The middleware companies were or should have been aware of the risk of using traditional open source licenses. They likely miscalculated that risk, not foreseeing the rise of public cloud computing generally, customers’ willingness to forego on-prem software, or the specific dominance of AWS and to a lesser extent the likes of Google Cloud and Microsoft Azure. Maybe they thought that AWS would buy them, kick them some money, or form some sort of partnership with them in the long run, but AWS had no legal obligation to do so and it simply became large and sophisticated enough to support and, where necessary, fork those projects without help from the middleware companies. From a business perspective, it became obvious to the middleware companies that they needed to change their licensing strategies. The customers getting their products from AWS were never going to pay the middleware companies for them directly and no money was going to flow to them from AWS either.

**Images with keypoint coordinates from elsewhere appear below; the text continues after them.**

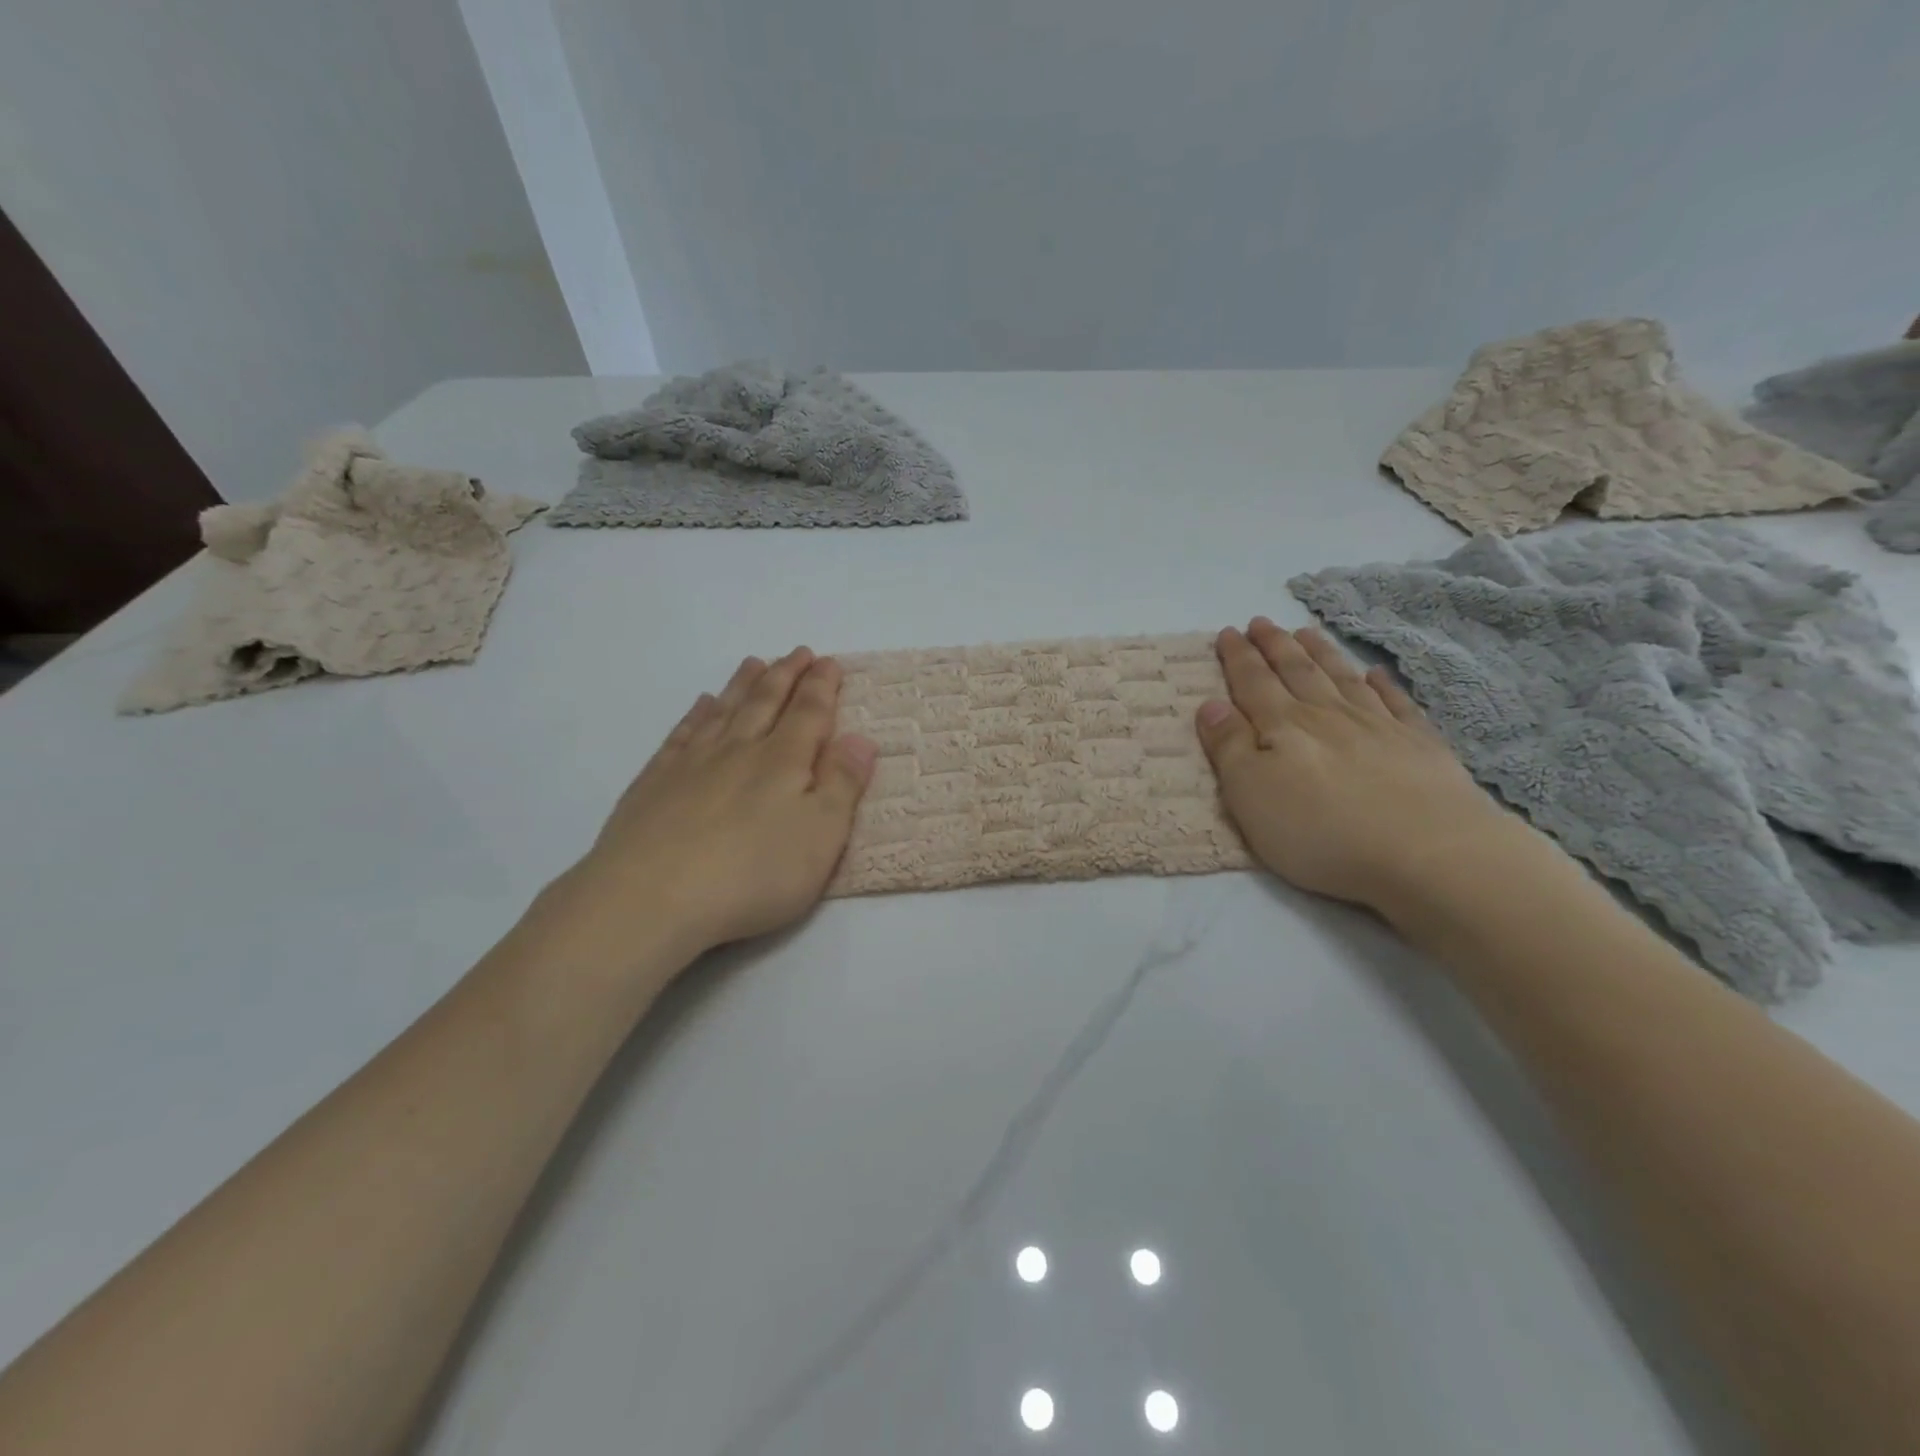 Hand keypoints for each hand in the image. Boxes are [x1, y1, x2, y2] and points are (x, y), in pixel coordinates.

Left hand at [558, 647, 877, 962]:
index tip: (830, 662)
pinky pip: (682, 734)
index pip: (809, 713)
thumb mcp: (820, 837)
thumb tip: (860, 738)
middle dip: (786, 675)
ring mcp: (692, 764)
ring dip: (743, 685)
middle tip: (798, 652)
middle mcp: (738, 751)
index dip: (822, 686)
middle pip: (766, 703)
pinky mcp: (654, 783)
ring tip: (754, 662)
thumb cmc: (752, 875)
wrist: (650, 899)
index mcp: (783, 762)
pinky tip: (701, 705)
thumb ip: (842, 785)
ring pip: (724, 710)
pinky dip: (696, 715)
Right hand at [1194, 618, 1514, 911]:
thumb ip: (1229, 747)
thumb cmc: (1321, 831)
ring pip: (1342, 678)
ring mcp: (1378, 727)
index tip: (1227, 632)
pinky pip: (1396, 703)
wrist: (1427, 853)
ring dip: (1321, 653)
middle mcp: (1328, 715)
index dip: (1238, 657)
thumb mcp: (1251, 795)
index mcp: (1284, 727)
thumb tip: (1211, 704)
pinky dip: (1383, 684)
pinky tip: (1376, 673)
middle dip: (1275, 645)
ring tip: (1306, 632)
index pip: (1253, 683)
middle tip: (1261, 622)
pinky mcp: (1420, 746)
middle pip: (1297, 671)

No Alternative Licensing Choices
The middleware companies would have obviously preferred to have an easy go-to alternative like the AGPL 3 which might solve their problems. Perhaps if MongoDB’s update of the GPL 3 (maybe with some practical modifications) had been christened by organizations like the Open Source Initiative or the Free Software Foundation, more of them would have gone down that route. Fundamentally, OSI and FSF are correct in saying that the traditional notion of open source means there should be no field of use discrimination: essentially that it would be antithetical to notion of “open source” to create a license which discriminated against a specific type of use for the software or a specific type of company from using the software. However, their failure to approve or create a standardized license to serve the needs of these middleware companies led to each company choosing its own arcane approach, in some cases moving code to proprietary licensing entirely where a more user-friendly approach might have been viable.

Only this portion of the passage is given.